Problem requirements >> For the records below, tally the lines that contain "page" and give only that number.

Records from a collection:
+++

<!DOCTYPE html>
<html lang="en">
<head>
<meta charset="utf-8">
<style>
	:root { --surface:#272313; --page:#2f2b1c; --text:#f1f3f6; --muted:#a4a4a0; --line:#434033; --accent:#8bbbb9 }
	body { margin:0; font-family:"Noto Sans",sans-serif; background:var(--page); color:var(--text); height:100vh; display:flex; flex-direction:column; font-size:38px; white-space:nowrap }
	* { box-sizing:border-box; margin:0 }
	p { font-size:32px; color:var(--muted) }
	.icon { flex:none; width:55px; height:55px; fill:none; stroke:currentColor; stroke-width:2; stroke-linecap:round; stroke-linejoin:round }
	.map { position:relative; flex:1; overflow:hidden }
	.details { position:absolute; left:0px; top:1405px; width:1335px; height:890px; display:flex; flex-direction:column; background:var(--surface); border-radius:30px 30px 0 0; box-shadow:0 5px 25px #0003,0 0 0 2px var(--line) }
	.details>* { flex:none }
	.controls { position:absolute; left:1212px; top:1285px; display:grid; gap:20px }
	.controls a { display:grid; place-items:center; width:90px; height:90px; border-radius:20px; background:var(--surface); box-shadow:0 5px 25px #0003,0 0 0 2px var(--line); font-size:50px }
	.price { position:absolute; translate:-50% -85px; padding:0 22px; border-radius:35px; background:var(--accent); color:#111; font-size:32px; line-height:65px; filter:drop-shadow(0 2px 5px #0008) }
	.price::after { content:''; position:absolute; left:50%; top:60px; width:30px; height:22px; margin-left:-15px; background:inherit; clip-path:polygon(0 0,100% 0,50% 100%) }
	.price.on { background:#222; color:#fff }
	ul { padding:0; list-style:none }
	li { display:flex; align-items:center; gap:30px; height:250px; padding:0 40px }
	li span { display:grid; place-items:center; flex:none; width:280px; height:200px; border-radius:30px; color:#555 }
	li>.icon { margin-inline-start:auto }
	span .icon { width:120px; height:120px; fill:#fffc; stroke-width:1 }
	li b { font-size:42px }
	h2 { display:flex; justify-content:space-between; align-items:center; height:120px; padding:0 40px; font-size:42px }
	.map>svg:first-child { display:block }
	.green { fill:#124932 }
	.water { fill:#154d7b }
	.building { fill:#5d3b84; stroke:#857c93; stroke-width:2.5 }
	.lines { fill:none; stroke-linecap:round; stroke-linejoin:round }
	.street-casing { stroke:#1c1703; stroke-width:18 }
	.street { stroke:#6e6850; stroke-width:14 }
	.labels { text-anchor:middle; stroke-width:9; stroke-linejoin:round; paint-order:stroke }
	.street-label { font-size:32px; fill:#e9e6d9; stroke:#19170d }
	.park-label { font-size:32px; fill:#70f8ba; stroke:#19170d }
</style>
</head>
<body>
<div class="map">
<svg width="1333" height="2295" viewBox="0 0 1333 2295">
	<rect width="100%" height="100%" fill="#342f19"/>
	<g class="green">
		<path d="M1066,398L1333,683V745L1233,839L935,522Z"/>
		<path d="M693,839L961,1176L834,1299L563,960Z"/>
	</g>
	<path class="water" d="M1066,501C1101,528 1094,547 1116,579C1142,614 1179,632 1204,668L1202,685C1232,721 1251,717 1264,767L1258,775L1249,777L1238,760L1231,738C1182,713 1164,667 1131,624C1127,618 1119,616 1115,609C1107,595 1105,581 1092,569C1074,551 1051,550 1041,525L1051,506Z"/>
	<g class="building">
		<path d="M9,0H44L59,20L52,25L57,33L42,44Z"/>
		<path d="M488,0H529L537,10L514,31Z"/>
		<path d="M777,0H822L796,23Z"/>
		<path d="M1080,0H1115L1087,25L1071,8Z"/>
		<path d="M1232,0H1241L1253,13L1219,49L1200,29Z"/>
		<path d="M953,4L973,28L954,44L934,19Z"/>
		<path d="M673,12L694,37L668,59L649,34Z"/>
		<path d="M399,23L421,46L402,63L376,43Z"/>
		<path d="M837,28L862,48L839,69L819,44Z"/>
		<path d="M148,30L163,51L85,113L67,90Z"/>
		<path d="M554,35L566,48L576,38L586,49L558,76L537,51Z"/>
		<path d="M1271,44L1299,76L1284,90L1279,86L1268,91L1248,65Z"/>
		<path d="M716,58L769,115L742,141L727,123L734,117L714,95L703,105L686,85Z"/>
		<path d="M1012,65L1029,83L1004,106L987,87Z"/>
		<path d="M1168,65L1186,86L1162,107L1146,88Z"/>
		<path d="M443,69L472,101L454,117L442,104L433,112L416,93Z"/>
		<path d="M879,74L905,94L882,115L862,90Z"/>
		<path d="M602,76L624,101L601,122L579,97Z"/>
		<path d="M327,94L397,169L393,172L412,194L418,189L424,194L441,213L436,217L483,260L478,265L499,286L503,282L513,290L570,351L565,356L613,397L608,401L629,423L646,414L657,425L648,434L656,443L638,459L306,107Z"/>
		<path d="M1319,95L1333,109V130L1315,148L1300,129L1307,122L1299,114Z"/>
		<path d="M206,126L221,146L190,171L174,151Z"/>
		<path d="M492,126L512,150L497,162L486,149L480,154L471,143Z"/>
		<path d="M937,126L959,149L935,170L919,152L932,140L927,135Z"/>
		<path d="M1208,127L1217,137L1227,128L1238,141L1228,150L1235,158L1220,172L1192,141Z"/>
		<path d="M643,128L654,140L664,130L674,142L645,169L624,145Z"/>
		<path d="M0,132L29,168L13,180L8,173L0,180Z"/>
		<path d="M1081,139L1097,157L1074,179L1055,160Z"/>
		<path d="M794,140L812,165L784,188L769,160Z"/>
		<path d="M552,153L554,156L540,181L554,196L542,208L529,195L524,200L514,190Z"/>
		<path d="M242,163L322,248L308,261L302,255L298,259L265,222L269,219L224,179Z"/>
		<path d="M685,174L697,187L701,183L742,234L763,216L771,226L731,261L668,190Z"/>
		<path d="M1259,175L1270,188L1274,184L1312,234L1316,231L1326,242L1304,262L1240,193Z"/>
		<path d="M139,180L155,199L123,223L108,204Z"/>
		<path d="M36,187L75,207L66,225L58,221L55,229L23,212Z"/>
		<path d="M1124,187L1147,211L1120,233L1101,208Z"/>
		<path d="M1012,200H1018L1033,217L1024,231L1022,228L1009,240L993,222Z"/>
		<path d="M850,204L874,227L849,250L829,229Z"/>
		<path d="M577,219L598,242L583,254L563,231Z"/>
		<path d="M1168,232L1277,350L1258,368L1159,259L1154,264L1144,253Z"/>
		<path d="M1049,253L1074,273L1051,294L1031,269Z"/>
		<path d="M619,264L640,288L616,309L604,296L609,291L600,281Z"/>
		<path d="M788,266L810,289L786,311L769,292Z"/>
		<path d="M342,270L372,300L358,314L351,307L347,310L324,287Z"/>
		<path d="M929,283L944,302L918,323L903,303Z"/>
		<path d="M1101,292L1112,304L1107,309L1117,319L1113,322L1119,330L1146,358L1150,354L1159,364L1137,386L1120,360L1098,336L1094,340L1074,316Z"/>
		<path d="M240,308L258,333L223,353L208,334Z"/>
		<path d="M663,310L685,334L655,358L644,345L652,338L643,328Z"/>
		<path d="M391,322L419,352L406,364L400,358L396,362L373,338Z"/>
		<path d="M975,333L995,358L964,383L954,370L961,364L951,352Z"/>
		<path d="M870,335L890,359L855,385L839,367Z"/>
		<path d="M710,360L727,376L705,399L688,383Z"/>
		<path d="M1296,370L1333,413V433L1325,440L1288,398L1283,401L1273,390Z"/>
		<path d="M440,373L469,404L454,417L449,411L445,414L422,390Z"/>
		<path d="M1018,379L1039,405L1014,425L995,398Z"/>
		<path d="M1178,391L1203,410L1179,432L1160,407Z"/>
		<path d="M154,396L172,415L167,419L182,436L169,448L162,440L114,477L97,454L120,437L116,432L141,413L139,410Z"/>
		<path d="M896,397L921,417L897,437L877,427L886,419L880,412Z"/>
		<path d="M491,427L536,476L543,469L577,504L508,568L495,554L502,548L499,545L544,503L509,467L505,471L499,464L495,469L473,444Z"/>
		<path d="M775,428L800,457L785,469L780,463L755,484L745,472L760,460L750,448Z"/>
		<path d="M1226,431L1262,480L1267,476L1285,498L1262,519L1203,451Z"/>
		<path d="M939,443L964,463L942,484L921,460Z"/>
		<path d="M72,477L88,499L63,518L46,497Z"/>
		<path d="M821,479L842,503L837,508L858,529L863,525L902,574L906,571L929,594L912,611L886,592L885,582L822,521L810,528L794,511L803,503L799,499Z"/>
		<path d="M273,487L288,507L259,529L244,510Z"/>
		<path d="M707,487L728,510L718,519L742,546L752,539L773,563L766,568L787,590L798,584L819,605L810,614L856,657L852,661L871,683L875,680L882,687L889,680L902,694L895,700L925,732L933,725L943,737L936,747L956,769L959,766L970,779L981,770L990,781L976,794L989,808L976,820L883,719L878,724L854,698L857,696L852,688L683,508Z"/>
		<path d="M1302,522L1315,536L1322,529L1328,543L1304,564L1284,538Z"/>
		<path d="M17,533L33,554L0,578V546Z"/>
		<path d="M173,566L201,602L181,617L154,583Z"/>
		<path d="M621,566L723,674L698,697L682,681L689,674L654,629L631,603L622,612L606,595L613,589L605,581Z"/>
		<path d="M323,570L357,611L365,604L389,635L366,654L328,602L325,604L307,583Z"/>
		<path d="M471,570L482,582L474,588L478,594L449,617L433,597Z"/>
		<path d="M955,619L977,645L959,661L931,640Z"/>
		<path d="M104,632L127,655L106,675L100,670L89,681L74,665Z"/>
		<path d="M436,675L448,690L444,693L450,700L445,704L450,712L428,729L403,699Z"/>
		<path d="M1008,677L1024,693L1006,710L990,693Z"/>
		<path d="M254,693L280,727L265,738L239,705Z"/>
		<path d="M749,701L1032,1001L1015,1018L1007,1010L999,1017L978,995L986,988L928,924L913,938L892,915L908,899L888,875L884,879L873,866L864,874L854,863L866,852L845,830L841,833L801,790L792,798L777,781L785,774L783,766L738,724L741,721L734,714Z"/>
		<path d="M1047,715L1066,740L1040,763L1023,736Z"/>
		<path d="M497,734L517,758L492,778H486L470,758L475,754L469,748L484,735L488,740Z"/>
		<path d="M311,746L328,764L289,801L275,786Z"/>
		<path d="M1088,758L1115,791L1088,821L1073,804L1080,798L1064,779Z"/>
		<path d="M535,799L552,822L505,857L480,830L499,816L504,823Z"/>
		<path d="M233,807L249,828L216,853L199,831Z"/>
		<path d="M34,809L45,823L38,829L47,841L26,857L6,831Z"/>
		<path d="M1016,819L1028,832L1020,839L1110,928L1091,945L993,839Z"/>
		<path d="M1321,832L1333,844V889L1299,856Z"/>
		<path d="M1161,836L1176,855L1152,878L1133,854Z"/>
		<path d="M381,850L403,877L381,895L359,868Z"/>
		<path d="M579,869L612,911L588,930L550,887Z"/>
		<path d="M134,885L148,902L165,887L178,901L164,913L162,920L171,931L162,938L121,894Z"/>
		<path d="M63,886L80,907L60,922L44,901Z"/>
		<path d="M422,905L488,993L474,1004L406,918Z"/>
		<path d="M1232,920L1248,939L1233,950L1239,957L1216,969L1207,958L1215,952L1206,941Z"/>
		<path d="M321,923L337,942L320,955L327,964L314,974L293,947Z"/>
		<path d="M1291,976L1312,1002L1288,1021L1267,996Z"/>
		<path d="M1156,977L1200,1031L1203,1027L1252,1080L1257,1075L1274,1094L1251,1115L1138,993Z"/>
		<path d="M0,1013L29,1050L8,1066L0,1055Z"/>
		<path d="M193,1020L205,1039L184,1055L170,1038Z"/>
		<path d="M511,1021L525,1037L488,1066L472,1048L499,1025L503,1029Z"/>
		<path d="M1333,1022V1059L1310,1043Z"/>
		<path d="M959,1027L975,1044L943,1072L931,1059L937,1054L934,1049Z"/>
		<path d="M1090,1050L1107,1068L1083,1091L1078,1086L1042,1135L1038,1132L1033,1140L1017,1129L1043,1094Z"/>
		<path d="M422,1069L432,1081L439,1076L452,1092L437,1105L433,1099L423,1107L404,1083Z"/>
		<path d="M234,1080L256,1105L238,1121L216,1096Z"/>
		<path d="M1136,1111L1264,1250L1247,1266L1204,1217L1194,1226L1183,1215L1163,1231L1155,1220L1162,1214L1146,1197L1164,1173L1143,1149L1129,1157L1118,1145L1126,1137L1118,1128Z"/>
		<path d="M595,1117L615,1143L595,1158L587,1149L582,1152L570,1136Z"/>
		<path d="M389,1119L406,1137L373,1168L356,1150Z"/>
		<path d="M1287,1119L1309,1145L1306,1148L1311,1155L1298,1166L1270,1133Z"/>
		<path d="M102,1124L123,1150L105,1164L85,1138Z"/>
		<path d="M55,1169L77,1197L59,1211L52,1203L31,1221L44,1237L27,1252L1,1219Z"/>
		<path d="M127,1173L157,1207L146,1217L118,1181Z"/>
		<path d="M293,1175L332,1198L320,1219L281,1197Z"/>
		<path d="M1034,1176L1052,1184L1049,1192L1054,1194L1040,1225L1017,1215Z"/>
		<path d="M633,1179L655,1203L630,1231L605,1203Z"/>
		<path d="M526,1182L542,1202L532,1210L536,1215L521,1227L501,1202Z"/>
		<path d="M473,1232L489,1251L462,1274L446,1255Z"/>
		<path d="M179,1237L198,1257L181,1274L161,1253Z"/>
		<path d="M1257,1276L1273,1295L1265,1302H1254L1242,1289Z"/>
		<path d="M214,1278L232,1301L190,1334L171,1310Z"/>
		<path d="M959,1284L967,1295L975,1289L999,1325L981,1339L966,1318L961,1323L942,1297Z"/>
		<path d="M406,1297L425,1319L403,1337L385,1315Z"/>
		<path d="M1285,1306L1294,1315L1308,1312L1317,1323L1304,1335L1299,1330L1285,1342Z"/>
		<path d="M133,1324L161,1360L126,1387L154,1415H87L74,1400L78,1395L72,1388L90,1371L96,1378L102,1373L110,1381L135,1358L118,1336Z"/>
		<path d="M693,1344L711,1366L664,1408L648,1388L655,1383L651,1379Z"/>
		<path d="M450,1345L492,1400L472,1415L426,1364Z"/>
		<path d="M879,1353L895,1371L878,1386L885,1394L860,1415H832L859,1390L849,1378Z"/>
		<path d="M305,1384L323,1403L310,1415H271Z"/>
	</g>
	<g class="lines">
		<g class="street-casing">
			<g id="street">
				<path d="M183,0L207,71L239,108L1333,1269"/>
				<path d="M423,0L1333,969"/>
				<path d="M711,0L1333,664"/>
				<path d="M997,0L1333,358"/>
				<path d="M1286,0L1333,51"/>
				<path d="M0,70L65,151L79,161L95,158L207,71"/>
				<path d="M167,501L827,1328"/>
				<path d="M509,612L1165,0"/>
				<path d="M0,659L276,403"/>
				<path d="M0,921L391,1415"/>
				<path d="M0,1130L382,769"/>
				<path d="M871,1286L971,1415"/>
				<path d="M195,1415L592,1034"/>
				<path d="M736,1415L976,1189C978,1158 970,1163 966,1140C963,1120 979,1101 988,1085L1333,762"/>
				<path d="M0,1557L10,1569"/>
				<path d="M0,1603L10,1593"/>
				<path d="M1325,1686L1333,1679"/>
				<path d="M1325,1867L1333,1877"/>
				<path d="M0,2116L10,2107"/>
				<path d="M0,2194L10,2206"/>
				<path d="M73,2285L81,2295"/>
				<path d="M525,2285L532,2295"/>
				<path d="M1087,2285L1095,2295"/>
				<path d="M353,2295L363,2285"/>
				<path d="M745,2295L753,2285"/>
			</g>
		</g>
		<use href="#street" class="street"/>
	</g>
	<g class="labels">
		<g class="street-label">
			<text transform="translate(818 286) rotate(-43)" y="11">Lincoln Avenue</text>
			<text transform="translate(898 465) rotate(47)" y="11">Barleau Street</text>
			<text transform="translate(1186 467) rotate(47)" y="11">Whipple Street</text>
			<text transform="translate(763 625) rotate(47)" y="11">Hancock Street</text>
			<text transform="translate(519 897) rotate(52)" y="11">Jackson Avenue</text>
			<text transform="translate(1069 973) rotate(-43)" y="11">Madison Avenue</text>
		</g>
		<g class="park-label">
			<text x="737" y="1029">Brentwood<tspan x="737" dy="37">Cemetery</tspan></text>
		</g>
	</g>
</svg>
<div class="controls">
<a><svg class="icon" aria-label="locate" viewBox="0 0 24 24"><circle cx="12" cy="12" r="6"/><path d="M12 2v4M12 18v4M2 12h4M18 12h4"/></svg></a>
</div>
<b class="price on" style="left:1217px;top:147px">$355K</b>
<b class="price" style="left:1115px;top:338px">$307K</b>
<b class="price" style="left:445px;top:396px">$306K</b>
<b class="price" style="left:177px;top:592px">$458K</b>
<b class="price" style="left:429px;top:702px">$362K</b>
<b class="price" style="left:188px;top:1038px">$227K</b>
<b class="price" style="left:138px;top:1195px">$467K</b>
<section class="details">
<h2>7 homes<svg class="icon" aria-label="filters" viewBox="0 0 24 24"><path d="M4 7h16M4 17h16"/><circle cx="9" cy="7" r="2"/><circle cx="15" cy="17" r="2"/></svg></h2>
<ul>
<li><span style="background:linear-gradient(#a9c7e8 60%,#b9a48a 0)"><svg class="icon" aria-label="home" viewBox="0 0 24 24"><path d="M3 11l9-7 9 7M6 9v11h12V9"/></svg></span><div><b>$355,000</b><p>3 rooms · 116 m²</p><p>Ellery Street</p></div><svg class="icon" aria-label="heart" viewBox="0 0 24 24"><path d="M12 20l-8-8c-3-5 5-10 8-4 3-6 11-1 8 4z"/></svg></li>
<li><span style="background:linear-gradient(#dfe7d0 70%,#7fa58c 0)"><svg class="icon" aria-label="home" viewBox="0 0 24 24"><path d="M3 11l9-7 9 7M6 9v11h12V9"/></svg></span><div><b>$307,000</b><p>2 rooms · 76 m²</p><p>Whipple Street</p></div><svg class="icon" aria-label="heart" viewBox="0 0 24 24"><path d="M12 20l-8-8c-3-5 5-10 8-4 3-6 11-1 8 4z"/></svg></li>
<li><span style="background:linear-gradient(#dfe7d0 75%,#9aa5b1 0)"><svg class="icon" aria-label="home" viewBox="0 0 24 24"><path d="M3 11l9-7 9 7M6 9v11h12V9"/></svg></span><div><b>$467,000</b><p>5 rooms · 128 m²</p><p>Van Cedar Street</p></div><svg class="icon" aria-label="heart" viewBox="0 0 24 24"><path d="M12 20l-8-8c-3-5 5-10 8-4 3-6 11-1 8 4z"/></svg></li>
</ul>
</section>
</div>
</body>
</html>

+++

Result of the task >> 2